Many people wanted network availability and many tools generated availability based on ping statistics and claimed success. This, however, was a poor solution, for example, the switch running the management server could be down and the management server would report that the whole network was down, which of course it wasn’t. OR worse, a device would be responding to a PING but many of its interfaces were down, so while it was reachable, it wasn’t really available.

So, it was determined that NMIS would use Reachability, Availability and Health to represent the network. Reachability being the pingability of device, Availability being (in the context of network gear) the interfaces which should be up, being up or not, e.g. interfaces which are “no shutdown” (ifAdminStatus = up) should be up, so a device with 10 interfaces of ifAdminStatus = up and ifOperStatus = up for 9 interfaces, the device would be 90% available.

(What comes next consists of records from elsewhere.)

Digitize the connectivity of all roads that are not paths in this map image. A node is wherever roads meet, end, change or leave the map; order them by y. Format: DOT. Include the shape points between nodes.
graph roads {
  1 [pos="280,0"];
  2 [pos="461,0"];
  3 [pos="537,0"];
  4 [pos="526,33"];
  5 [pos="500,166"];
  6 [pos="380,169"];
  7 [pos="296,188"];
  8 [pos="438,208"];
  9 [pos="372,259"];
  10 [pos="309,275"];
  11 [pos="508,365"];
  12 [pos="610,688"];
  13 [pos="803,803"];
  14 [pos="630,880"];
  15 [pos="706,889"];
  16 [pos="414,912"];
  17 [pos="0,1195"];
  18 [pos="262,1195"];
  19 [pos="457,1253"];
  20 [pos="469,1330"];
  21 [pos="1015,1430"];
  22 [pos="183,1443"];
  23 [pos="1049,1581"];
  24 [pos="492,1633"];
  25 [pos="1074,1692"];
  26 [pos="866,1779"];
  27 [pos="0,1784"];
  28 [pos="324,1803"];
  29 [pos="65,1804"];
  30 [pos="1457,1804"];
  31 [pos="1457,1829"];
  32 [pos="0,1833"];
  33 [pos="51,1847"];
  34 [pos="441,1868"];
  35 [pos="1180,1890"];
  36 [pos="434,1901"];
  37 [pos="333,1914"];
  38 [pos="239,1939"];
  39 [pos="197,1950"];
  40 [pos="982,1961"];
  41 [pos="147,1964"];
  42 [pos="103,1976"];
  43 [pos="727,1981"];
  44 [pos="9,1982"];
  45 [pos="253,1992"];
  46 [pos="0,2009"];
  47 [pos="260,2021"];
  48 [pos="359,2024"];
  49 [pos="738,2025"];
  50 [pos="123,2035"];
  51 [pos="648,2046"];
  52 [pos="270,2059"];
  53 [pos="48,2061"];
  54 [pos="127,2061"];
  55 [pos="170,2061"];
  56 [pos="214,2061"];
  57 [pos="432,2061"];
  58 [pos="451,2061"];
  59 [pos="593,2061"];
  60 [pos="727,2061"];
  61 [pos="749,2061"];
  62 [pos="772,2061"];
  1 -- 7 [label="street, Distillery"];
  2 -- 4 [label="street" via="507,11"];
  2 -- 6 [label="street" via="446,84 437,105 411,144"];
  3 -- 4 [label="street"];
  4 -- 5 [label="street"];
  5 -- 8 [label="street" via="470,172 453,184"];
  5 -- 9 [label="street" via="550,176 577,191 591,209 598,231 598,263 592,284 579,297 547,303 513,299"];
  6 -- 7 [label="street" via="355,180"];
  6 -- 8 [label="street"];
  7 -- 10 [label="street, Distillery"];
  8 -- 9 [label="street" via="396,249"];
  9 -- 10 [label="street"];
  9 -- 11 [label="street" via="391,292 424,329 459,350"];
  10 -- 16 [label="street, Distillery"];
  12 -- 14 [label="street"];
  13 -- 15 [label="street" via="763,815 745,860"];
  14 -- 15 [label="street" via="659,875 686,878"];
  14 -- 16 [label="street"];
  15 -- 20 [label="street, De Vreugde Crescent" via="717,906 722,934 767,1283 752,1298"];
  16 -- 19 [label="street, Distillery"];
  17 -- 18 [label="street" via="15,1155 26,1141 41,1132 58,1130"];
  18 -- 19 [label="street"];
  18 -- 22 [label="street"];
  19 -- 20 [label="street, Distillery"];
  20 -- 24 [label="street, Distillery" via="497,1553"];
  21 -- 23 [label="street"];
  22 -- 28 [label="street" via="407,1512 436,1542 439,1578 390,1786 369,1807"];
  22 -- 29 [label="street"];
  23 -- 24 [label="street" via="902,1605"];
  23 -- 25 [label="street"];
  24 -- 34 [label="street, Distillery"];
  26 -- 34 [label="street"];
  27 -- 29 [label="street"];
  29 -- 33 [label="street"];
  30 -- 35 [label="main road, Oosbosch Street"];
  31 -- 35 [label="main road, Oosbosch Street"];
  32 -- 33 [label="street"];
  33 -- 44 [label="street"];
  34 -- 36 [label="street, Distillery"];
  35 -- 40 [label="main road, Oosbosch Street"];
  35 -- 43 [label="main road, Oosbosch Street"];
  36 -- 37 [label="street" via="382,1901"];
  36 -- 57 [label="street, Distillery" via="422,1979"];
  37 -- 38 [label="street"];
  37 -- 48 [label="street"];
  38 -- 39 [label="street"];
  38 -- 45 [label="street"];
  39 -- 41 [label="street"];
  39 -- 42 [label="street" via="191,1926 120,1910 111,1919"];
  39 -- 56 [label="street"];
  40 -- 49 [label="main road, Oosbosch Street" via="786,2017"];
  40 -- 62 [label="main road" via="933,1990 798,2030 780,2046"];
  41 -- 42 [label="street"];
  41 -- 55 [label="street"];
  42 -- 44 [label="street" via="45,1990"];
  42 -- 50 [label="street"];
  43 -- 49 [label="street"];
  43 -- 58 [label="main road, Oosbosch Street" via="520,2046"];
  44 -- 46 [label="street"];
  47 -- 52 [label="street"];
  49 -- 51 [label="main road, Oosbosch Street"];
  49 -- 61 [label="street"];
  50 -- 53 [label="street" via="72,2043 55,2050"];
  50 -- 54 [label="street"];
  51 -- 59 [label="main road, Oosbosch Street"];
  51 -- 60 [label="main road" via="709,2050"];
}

Health is a composite metric, made up of many things depending on the device, router, CPU, memory. Something interesting here is that part of the health is made up of an inverse of interface utilisation, so an interface which has no utilisation will have a high health component, an interface which is highly utilised will reduce that metric. So the health is a reflection of load on the device and will be very dynamic.

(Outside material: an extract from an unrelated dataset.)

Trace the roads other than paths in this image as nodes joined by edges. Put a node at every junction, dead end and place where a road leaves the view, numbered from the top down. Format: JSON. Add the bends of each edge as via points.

The overall metric of a device is a composite metric made up of weighted values of the other metrics being collected. The formula for this is configurable so you can weight Reachability to be higher than it currently is, or lower, your choice.

Availability, ifAdminStatus and ifOperStatus

Availability is the interface availability, which is reflected in the SNMP metric ifOperStatus if an interface is ifAdminStatus = up and the ifOperStatus = up that is 100% for that interface if a device has 10 interfaces and all are ifAdminStatus = up and the ifOperStatus = up that is 100% for the device

If a device has 9 interfaces ifAdminStatus = up and the ifOperStatus = up and 1 interface ifAdminStatus = up and the ifOperStatus = down, that is 90% availability it is the availability of the network services which the router/switch offers

Configuring Metrics Weights

In the NMIS configuration, Config.nmis there are several configuration items for the these are as follows:
'metrics' => {
'weight_availability' => '0.1',
'weight_cpu' => '0.2',
'weight_int' => '0.3',
'weight_mem' => '0.1',
'weight_response' => '0.2',
'weight_reachability' => '0.1',
'metric_health' => '0.4',
'metric_availability' => '0.2',
'metric_reachability' => '0.4',
'average_decimals' => '2',
'average_diff' => '0.1',
},

 

The health metric uses items starting with “weight_” to weight the values into the health metric. The overall metric combines health, availability and reachability into a single metric for each device and for each group and ultimately the entire network.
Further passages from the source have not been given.